(Dataset entries)
================
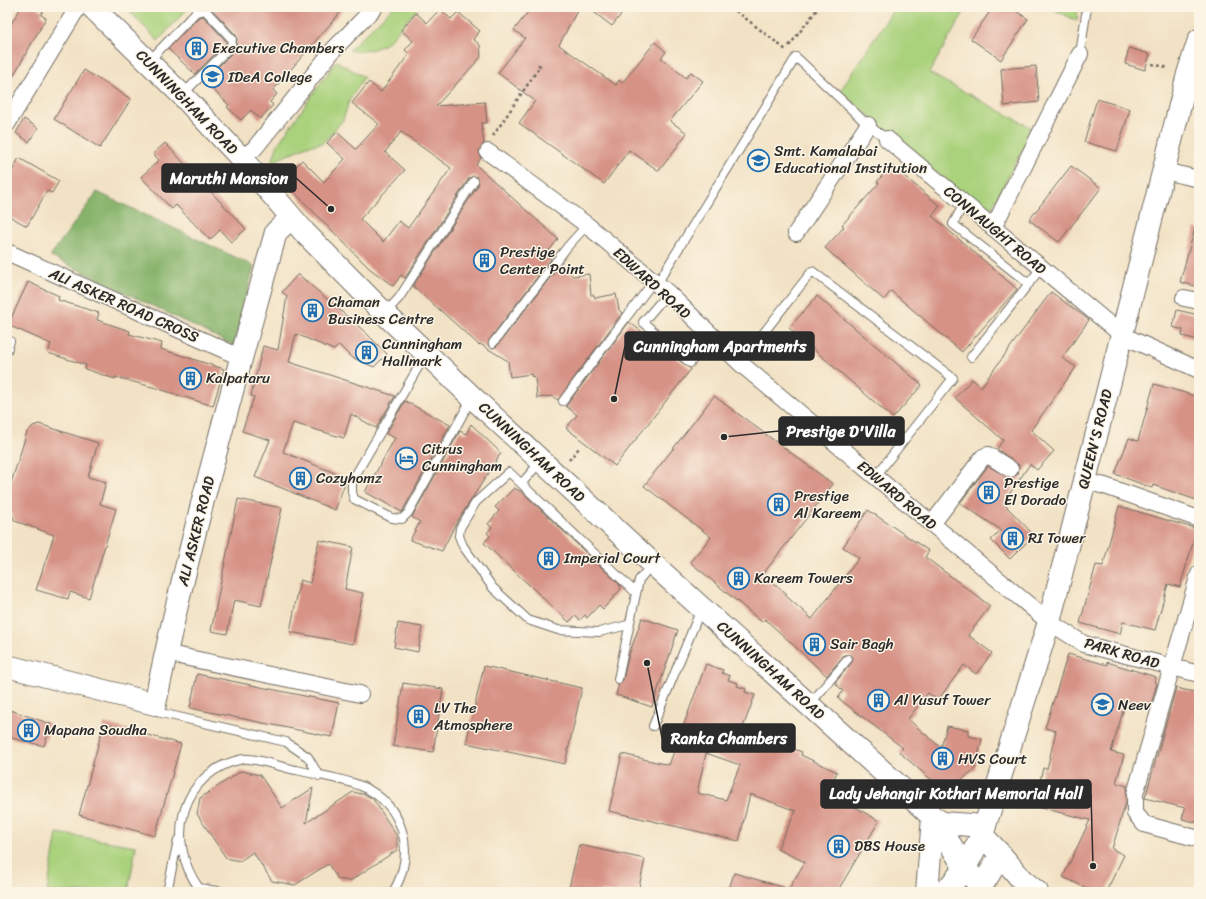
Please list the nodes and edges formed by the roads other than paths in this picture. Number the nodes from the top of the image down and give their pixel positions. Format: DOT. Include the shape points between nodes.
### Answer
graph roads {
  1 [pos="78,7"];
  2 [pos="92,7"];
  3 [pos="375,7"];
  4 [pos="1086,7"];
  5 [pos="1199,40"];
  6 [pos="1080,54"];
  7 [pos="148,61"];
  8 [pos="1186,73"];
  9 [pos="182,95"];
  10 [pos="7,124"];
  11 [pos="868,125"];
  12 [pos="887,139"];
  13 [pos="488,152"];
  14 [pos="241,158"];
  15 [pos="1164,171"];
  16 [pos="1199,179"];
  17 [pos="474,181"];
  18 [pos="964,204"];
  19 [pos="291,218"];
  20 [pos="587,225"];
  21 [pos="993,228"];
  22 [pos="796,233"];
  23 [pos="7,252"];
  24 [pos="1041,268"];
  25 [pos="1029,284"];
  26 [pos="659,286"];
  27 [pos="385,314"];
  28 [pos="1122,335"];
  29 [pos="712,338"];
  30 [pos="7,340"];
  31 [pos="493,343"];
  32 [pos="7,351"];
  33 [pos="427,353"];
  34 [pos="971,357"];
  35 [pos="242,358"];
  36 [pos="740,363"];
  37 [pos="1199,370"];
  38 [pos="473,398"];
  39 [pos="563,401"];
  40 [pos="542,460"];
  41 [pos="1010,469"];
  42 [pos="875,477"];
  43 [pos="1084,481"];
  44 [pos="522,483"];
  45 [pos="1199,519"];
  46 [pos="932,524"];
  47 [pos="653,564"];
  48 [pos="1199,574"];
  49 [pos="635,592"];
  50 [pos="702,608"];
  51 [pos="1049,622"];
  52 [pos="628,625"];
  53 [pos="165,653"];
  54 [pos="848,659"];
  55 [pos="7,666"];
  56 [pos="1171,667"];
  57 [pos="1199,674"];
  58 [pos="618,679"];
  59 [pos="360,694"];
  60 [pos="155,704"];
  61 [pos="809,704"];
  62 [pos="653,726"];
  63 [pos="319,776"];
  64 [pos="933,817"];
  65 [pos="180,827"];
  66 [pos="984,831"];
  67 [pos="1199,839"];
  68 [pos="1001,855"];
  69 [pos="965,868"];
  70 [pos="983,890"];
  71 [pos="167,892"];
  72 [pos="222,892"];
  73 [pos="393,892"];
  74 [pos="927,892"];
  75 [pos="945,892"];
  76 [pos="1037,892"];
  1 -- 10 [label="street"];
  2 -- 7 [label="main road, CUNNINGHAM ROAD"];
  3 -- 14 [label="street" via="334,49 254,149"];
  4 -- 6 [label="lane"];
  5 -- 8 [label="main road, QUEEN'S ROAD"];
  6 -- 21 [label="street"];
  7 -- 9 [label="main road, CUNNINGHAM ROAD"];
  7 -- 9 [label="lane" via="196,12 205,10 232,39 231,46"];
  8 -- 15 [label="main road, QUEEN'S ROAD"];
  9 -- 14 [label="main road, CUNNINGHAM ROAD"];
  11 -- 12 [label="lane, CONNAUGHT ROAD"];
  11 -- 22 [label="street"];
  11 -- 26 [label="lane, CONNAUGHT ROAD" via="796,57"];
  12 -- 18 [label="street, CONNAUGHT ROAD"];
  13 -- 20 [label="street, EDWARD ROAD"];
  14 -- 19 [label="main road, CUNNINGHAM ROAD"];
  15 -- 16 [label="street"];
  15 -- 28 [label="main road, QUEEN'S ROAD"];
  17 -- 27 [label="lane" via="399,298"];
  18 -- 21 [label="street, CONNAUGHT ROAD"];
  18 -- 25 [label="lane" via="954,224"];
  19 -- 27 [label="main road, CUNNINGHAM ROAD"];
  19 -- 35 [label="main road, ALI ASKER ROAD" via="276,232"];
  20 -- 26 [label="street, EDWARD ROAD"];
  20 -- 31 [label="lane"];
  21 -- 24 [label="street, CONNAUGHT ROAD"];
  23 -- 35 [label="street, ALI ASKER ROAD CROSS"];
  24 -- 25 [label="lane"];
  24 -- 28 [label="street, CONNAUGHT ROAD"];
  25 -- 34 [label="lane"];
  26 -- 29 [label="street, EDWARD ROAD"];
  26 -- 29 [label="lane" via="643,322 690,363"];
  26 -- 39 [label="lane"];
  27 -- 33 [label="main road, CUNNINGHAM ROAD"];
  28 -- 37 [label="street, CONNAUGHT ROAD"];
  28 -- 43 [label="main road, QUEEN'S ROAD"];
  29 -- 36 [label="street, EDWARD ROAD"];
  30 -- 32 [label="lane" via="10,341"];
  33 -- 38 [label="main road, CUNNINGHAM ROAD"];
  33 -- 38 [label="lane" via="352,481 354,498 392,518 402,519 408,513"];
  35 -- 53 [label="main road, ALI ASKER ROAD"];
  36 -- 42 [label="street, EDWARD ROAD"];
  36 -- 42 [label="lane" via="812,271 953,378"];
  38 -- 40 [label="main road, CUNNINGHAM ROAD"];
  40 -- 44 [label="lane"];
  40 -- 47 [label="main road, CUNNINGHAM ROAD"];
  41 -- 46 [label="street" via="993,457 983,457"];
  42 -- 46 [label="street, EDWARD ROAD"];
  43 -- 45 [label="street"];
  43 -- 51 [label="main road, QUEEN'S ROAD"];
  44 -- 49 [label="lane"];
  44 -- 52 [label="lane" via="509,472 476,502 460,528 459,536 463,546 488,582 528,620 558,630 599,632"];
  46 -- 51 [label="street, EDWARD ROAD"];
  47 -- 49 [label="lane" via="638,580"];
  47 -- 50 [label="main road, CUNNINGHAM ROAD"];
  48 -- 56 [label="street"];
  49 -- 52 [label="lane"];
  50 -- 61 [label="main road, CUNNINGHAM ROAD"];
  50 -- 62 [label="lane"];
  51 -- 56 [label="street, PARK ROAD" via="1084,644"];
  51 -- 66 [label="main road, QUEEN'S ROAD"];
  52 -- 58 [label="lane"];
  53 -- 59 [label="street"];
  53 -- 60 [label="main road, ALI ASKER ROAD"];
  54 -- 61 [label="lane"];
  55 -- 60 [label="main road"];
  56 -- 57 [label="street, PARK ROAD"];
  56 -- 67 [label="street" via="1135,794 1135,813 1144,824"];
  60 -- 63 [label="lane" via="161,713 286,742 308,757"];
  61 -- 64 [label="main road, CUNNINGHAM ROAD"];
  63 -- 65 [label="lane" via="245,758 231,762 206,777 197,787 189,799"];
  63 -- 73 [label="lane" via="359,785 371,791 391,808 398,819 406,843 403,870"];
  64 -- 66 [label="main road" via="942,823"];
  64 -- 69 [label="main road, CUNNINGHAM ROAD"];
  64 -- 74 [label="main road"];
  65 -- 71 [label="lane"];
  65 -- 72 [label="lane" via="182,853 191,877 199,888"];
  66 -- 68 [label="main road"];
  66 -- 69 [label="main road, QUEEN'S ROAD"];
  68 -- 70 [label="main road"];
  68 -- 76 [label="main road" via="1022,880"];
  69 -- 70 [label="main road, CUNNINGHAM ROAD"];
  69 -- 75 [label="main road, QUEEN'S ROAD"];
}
================
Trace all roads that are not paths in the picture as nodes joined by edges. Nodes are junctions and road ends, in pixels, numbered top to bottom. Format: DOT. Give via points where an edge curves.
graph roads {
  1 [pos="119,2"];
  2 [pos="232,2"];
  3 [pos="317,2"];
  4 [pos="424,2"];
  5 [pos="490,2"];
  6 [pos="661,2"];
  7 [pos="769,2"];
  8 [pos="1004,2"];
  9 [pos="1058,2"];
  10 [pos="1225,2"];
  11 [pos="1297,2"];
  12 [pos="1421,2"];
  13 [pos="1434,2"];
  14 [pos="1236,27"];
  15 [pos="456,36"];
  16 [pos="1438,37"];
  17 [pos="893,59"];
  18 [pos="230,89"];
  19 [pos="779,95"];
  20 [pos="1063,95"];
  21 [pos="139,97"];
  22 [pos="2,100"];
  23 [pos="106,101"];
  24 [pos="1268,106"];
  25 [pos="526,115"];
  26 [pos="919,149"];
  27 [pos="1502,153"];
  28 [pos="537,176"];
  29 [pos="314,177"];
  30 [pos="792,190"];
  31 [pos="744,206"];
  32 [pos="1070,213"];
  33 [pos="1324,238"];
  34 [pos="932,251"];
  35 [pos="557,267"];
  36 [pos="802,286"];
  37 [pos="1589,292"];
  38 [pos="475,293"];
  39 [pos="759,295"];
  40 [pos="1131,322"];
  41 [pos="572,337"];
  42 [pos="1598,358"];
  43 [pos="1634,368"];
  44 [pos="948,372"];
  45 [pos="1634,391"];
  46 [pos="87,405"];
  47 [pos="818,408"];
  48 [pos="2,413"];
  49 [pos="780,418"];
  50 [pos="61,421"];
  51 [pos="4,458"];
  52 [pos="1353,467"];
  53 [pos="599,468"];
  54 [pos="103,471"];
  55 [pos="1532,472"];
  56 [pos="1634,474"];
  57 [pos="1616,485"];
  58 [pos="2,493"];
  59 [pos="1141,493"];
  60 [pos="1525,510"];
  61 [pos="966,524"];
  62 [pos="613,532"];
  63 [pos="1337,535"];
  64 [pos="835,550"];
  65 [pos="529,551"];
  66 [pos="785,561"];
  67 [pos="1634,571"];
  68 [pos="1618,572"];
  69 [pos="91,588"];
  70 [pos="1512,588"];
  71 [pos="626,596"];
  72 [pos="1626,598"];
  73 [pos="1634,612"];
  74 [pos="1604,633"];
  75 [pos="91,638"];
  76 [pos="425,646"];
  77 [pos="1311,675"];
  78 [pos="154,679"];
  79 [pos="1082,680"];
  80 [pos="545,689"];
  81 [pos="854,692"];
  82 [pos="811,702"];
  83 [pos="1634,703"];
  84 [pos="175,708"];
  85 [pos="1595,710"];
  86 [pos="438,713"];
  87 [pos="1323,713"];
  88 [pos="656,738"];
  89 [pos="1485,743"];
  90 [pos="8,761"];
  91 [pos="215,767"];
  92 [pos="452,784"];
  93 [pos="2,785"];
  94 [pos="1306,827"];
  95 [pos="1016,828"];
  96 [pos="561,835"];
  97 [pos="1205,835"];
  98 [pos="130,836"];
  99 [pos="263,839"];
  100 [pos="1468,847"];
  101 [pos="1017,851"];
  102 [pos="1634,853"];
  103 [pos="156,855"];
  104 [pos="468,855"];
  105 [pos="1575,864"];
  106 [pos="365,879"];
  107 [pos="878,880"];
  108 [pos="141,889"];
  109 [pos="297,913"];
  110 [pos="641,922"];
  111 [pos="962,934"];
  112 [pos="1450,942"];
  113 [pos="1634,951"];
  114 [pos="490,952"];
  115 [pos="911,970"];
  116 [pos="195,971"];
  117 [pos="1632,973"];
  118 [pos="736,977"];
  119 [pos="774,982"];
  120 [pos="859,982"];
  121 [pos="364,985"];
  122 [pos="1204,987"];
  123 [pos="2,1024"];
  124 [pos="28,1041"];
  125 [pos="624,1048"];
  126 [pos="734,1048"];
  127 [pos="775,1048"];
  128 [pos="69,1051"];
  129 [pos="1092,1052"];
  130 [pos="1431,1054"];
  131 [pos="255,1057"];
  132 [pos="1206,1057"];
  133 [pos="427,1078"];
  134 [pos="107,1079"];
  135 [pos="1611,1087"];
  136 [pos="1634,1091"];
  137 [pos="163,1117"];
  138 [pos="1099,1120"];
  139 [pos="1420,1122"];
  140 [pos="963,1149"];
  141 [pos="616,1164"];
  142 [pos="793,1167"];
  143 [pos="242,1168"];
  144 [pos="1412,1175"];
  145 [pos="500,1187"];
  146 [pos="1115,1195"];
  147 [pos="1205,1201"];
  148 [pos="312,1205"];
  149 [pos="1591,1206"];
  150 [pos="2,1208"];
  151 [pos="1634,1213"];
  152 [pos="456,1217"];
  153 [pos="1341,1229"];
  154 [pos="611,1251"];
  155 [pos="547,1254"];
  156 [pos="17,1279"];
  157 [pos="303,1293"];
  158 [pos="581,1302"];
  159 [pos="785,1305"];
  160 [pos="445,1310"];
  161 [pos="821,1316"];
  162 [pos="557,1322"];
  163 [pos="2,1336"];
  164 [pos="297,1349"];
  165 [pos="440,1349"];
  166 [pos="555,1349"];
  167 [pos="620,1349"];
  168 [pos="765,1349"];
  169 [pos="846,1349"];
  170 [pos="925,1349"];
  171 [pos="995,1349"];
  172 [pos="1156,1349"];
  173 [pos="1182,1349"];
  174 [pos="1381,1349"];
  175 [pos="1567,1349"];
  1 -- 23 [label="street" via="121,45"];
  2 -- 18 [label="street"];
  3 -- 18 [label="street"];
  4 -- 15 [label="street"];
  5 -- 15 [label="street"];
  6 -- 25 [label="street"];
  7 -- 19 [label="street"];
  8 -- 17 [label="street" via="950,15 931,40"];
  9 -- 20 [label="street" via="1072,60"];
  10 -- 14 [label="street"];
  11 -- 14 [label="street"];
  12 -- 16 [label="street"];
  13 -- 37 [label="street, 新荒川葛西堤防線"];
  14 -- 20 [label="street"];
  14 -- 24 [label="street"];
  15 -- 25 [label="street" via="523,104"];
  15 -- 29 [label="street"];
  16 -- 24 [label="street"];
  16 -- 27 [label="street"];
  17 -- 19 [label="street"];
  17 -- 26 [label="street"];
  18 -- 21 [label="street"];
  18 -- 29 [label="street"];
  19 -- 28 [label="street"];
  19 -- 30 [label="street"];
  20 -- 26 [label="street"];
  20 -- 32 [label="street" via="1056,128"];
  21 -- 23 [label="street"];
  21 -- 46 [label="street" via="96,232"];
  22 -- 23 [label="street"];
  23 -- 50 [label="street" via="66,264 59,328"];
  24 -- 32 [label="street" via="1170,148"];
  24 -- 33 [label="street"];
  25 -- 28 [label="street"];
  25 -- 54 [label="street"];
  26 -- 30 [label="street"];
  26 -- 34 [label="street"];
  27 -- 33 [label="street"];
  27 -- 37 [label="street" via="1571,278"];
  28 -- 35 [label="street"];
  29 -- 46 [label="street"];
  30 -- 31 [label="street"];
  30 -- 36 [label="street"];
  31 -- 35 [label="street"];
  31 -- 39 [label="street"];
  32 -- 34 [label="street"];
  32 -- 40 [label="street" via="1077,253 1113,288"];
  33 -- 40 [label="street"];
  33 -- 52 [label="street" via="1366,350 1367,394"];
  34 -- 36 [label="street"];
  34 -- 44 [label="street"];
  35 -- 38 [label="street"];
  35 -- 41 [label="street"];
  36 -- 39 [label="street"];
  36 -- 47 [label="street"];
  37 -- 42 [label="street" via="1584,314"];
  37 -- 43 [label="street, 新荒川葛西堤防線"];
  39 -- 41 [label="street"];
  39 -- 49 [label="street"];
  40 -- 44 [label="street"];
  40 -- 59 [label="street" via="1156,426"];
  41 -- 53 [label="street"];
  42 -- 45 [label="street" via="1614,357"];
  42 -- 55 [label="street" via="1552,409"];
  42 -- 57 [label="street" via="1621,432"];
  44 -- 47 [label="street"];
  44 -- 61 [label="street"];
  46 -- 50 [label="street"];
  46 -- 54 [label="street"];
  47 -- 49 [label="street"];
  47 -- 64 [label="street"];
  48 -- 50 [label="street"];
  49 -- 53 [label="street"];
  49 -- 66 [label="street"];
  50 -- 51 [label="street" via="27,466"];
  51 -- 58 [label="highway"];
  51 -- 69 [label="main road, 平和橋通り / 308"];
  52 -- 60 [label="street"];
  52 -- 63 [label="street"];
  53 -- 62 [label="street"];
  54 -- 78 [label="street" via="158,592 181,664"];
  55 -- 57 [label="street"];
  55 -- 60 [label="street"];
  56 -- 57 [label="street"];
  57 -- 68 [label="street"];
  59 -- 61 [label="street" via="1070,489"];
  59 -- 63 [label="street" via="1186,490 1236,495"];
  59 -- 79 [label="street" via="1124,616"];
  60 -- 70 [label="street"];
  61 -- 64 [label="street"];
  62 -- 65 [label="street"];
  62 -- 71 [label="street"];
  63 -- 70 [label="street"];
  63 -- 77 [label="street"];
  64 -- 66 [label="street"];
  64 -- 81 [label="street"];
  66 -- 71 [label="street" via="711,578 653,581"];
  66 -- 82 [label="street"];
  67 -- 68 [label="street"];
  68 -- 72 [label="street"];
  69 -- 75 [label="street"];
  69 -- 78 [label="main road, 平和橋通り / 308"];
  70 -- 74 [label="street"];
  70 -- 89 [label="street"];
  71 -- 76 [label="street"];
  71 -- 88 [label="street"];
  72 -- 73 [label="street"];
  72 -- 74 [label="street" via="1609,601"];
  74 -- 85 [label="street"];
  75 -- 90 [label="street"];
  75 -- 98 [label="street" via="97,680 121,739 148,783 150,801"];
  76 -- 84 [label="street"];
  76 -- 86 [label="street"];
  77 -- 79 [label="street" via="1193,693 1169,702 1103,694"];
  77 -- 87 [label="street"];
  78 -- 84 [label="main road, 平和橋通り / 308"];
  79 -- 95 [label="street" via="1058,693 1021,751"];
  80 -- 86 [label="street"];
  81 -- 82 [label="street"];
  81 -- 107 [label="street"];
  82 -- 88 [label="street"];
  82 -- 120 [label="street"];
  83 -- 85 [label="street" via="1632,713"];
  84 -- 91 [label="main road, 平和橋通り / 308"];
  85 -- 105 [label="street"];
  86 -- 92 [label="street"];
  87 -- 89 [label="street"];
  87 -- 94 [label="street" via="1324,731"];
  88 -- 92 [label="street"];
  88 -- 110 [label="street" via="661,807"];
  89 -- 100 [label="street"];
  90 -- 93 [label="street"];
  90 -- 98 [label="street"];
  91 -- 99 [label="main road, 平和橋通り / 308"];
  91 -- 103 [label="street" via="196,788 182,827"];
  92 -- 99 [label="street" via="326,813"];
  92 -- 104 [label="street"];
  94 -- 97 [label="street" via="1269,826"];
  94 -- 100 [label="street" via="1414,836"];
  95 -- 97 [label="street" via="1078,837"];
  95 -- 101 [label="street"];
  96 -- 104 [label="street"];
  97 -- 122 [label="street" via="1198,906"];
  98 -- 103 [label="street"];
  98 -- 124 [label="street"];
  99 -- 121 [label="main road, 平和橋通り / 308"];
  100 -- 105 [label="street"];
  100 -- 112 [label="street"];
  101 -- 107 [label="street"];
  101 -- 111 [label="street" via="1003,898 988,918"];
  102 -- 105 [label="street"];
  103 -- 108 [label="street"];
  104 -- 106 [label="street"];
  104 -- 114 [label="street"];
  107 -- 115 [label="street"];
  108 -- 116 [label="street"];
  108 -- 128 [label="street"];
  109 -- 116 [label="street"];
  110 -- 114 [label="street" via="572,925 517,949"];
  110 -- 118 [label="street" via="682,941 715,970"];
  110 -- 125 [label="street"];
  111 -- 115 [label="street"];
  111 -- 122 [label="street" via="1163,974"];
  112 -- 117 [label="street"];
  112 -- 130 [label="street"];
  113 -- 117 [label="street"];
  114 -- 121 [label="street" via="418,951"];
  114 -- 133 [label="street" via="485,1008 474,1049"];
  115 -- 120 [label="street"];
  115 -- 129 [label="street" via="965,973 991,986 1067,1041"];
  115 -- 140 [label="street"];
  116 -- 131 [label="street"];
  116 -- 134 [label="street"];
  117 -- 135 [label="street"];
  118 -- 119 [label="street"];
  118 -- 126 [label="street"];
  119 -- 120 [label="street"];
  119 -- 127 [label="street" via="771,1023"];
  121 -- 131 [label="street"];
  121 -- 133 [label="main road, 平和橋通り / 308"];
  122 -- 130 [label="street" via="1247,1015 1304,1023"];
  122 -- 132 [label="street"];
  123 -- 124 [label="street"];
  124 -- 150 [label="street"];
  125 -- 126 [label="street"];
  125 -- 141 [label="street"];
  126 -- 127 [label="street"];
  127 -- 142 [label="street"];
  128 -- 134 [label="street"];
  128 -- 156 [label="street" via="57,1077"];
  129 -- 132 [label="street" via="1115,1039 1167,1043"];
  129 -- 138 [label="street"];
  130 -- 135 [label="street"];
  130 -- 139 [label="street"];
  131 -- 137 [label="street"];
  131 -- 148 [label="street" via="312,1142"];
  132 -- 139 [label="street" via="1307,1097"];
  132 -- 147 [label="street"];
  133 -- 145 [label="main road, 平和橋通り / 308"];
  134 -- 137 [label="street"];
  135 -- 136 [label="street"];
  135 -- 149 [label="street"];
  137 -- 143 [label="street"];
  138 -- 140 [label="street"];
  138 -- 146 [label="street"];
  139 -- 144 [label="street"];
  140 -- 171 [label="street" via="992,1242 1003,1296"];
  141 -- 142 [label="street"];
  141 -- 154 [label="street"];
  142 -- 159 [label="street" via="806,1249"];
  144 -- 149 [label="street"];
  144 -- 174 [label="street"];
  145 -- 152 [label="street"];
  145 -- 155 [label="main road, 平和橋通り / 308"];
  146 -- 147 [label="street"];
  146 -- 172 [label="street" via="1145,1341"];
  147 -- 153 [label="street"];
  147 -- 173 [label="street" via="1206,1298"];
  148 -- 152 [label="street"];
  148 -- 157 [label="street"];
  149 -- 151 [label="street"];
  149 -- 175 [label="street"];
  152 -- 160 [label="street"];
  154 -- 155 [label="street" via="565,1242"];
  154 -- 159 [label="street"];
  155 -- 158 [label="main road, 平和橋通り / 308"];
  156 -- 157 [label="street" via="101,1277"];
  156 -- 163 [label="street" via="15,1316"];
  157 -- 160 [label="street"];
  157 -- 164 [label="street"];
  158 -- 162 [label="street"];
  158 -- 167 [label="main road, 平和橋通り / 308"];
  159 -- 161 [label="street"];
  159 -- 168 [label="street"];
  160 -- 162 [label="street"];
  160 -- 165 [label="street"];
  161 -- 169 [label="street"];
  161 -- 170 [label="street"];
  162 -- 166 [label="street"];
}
================
**TASK PROMPT**:
Each line of the data above containing the string "picture" is to be copied.

**ANSWER TO THIS EXERCISE**:
Please list the nodes and edges formed by the roads other than paths in this picture. Number the nodes from the top of the image down and give their pixel positions. Format: DOT. Include the shape points between nodes.
Trace all roads that are not paths in the picture as nodes joined by edges. Nodes are junctions and road ends, in pixels, numbered top to bottom. Format: DOT. Give via points where an edge curves.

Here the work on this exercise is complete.